What do you expect when you hear that name? What comes to your mind?
A Ford Model T? Eminen? Robocop? Bankruptcy? Crime stats?
It is a city with so many nicknames – the Big D, Comeback city, Renaissance city, Motorcity to name a few – which all partially tell a bit of its story.
Now I live here, I struggle to remember what I exactly knew about the big D before it became where we would move to* but I remember it was not overtly positive. I had visions of a post-industrial apocalyptic place, in the middle of nowhere, with nothing remotely cultural to do. Suffice to say I was not massively enthusiastic.
The feeling I had the first time I walked around Downtown Detroit was enough to convince me I would find ways to enjoy this move. Having lived in London for 10 years, and before that in Paris, I was used to a busy, rich and exciting urban life, crowded places and buzzing environments. I was used to queue for almost everything, including for admiring a painting in a museum. So my first encounter with Detroit, on a warm and quiet Saturday afternoon felt so different from anything I had experienced before. I had a city to myself.
I am not talking about the feeling we may have when walking around a sleepy village (or the City in London!) on a Sunday afternoon. This was quite different. The streets were empty.
The thing with Detroit is it used to be a big city. Between 1920 and 1950, it was the 4th most populated city in the US, and one of the most attractive.

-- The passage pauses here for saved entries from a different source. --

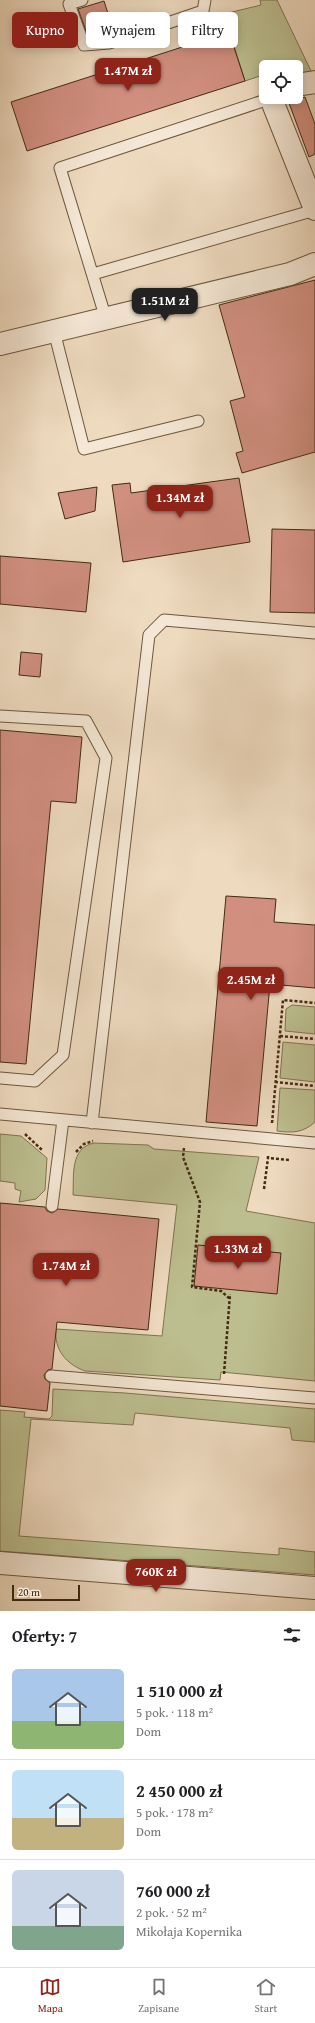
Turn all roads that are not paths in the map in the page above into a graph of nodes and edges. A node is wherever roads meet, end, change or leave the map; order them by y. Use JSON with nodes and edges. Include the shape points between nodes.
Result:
{"nodes":[{"id":1,"x":82,"y":0,"type":"edge"},
{"id":2,"x":205,"y":0,"type":"edge"},
{"id":3,"x":315,"y":82,"type":"edge"},
{"id":4,"x":303,"y":84,"type":"edge"},
{"id":5,"x":259,"y":102,"type":"edge"},
{"id":6,"x":274,"y":104,"type":"edge"},
{"id":7,"x":315,"y":209,"type":"edge"},
{"id":8,"x":315,"y":264,"type":"edge"},
{"id":9,"x":93,"y":274,"type":"junction"},
{"id":10,"x":106,"y":319,"type":"junction"},
{"id":11,"x":54,"y":331,"type":"junction"},
{"id":12,"x":0,"y":344,"type":"edge"},
{"id":13,"x":198,"y":421,"type":"dead end"},
{"id":14,"x":315,"y":633,"type":"edge"},
{"id":15,"x":0,"y":716,"type":"edge"},
{"id":16,"x":0,"y":1078,"type":"edge"},
{"id":17,"x":0,"y":1114,"type":"edge"},
{"id":18,"x":63,"y":1120,"type":"junction"},
{"id":19,"x":92,"y":1123,"type":"junction"},
{"id":20,"x":315,"y":1143,"type":"edge"},
{"id":21,"x":52,"y":1206,"type":"dead end"},
{"id":22,"x":51,"y":1376,"type":"dead end"},
{"id":23,"x":315,"y":1398,"type":"edge"},
{"id":24,"x":0,"y":1563,"type":"edge"},
{"id":25,"x":315,"y":1588,"type":"edge"}],
"edges":[{"from":1,"to":2,"type":"lane","via":[[70,4],[84,45],[109,43],[203,11]]},
{"from":3,"to":4,"type":"street"},
{"from":5,"to":9,"type":"lane","via":[[60,168]]},
{"from":6,"to":7,"type":"street"},
{"from":7,"to":9,"type":"lane"},
{"from":8,"to":10,"type":"street","via":[[290,274]]},
{"from":9,"to":10,"type":"lane"},
{"from":10,"to":11,"type":"street"},
{"from":11,"to":12,"type":"street"},
{"from":11,"to":13,"type":"lane","via":[[84,449]]},
{"from":14,"to":19,"type":"lane","via":[[164,620],[149,635]]},
{"from":15,"to":16,"type":"lane","via":[[86,721],[106,758],[63,1055],[35,1081]]},
{"from":17,"to":18,"type":"lane"},
{"from":18,"to":19,"type":"lane"},
{"from":18,"to":21,"type":"lane"},
{"from":19,"to":20,"type":"lane"},
{"from":22,"to":23,"type":"lane"},
{"from":24,"to":25,"type":"street"}]}
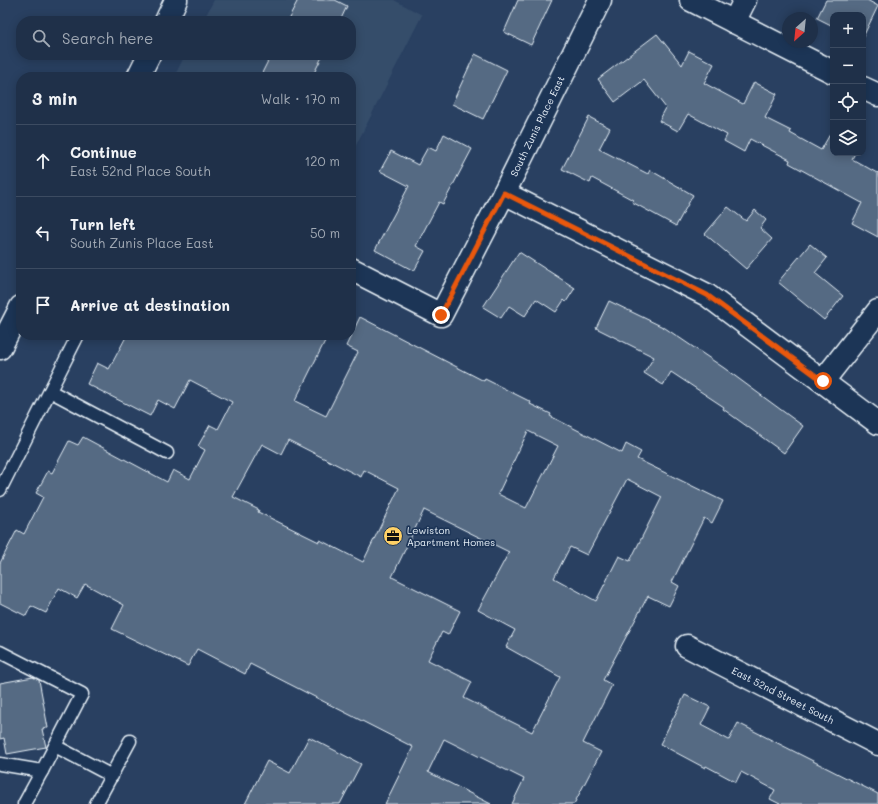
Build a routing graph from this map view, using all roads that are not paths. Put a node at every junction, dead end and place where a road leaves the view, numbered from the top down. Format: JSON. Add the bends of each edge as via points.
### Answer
{"nodes":[{"id":1,"x":176,"y":0,"type":"edge"},
{"id":2,"x":600,"y":0,"type":"edge"},
{"id":3,"x":691,"y":0,"type":"edge"},
{"id":4,"x":745,"y":0,"type":"edge"},
{"id":5,"x":168,"y":16,"type":"edge"},
{"id":6,"x":734,"y":22,"type":"junction"},
{"id":7,"x":146,"y":60,"type":"edge"},
{"id":8,"x":830,"y":70,"type":"edge"},
{"id":9,"x":140,"y":72,"type":"edge"},
{"id":10,"x":866,"y":89,"type":"edge"},
{"id":11,"x":878,"y":95,"type":"edge"},
{"id":12,"x":504,"y":193,"type":"junction"},
{"id":13,"x":356,"y":272,"type":"edge"},
{"id":14,"x":878,"y":311,"type":"edge"},
{"id":15,"x":16,"y":317,"type":"edge"},
{"id":16,"x":76,"y":340,"type":"edge"},
{"id":17,"x":0,"y":348,"type":"edge"},
{"id":18,"x":823,"y":381,"type":"junction"},
{"id":19,"x":50,"y":391,"type":"junction"},
{"id":20,"x":878,"y":423,"type":"edge"},
{"id":21,"x":167,"y":453,"type":"dead end"},
{"id":22,"x":0,"y":490,"type":"edge"},
{"id":23,"x":687,"y":646,"type":"dead end"},
{"id":24,"x":0,"y":652,"type":"edge"},
{"id":25,"x":130,"y":742,"type":"dead end"},
{"id":26,"x":878,"y":744,"type":"edge"},
{"id":27,"x":55,"y":746,"type":"junction"},
{"id":28,"x":0,"y":764,"type":"edge"},
{"id":29,"x":42,"y":771,"type":"junction"},
{"id":30,"x":112,"y":776,"type":"junction"},
{"id":31,"x":24,"y":804,"type":"edge"},
{"id":32,"x":96,"y":804,"type":"edge"}],
"edges":[{"from":1,"to":5,"type":"street"},
{"from":2,"to":12,"type":"street","name":"South Zunis Place East"},
{"from":3,"to":6,"type":"street"},
{"from":4,"to":6,"type":"street"},
{"from":6,"to":8,"type":"street"},
{"from":7,"to":9,"type":"street"},
{"from":10,"to":11,"type":"street"},
{"from":12,"to":13,"type":"street","name":"South Zunis Place East","via":[[441,315]]},
{"from":12,"to":18,"type":"street","via":[[707,295]]},
{"from":14,"to":18,"type":"street"},
{"from":15,"to":17,"type":"street"},
{"from":16,"to":19,"type":"lane"},
{"from":18,"to":20,"type":"street"},
{"from":19,"to":21,"type":"lane"},
{"from":19,"to":22,"type":"lane"},
{"from":23,"to":26,"type":"street","name":"East 52nd Street South"},
{"from":24,"to":27,"type":"lane","via":[[82,694]]},
{"from":25,"to":30,"type":"lane"},
{"from":27,"to":29,"type":"lane"},
{"from":27,"to":30,"type":"lane"},
{"from":28,"to":29,"type":"lane"},
{"from":29,"to":31,"type":"lane"},
{"from":30,"to":32,"type":"lane"}]}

Over 1.8m people called it home in the 1950s… down to just under 675,000 today. Which means that over the past 60 years more than half of its inhabitants have left. That leaves some space. But it means that you find the grandeur you would expect from a wealthy, highly populated city. Everything has been sized for larger crowds, but it is only yourself and a few others around. It may sound weird or eerie but believe me it is not unpleasant. Walking around a beautiful art museum and taking your time to enjoy it, without queuing, nor being pushed around or having a timed entry ticket feels like a real treat.
Having known its heyday at a time when art deco was thriving- and then been through hard economic times- means that Detroit skyline is pretty unique. It is very pretty and it is unique. On that Saturday, when I first got to meet Detroit, I was walking down empty streets, and past beautiful old buildings, some of them boarded up, some of them going through renovation work. It felt like we were the only living souls in the place, part of a 1950s version of Sleeping Beauty, until we reached Campus Martius. It is a park built a decade ago and with all its animations and features, it feels like the heart of downtown Detroit. On that day it was hosting a beer festival, it was all nicely animated, but not crowded. We did not queue long for our drinks and even found a table and chairs – now that is something that would have never happened in London.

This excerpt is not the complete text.